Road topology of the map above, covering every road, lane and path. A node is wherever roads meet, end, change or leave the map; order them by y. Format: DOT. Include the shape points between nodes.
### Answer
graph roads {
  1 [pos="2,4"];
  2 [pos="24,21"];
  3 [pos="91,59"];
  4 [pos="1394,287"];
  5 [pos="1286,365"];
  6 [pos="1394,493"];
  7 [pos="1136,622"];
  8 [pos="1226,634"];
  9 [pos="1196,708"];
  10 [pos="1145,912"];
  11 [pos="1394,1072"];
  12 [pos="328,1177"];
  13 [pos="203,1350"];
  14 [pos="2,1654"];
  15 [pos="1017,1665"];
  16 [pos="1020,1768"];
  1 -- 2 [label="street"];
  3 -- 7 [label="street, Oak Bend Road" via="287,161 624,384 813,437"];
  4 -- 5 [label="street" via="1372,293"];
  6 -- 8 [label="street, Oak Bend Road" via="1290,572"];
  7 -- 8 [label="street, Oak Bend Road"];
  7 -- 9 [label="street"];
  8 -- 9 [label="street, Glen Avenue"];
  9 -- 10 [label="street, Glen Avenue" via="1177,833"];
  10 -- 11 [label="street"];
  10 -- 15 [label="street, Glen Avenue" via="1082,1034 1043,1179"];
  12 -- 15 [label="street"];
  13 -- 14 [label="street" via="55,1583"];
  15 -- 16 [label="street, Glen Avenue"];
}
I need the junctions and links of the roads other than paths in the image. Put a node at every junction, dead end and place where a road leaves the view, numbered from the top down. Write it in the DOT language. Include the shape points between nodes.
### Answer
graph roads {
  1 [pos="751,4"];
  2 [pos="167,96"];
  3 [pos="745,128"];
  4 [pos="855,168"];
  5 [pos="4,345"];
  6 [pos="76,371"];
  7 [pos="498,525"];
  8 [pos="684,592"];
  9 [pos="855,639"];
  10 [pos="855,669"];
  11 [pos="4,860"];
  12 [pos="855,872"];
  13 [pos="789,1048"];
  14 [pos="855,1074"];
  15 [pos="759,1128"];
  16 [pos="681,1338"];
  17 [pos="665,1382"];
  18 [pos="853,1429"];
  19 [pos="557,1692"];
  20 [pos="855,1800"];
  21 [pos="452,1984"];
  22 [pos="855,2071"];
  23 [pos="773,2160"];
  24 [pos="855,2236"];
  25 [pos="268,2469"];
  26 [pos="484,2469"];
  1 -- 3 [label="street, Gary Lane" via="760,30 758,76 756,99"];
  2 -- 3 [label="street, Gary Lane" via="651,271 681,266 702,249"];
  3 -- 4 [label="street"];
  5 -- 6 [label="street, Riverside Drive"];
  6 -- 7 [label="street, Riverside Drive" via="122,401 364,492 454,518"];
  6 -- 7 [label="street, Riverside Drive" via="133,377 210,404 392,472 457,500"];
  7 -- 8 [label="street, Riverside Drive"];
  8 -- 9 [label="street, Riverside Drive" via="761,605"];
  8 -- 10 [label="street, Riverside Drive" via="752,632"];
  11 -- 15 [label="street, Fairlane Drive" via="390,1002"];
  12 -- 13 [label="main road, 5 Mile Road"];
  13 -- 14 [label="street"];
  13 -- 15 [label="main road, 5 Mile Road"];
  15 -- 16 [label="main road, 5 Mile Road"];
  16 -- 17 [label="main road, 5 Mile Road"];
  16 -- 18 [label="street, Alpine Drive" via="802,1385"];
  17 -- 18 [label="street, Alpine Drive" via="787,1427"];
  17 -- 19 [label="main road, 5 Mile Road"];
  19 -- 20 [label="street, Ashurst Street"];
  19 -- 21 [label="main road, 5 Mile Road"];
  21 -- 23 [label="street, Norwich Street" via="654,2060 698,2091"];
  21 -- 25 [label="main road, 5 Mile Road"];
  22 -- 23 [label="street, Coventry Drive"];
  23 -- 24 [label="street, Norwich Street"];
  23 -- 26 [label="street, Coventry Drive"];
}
· · · · · · ·
# What is being asked
Filter the entries down to the lines that hold "nodes". Copy those lines.

# Solved problem
Road topology of the map above, covering every road, lane and path. A node is wherever roads meet, end, change or leave the map; order them by y. Format: DOT. Include the shape points between nodes.
I need the junctions and links of the roads other than paths in the image. Put a node at every junction, dead end and place where a road leaves the view, numbered from the top down. Write it in the DOT language. Include the shape points between nodes.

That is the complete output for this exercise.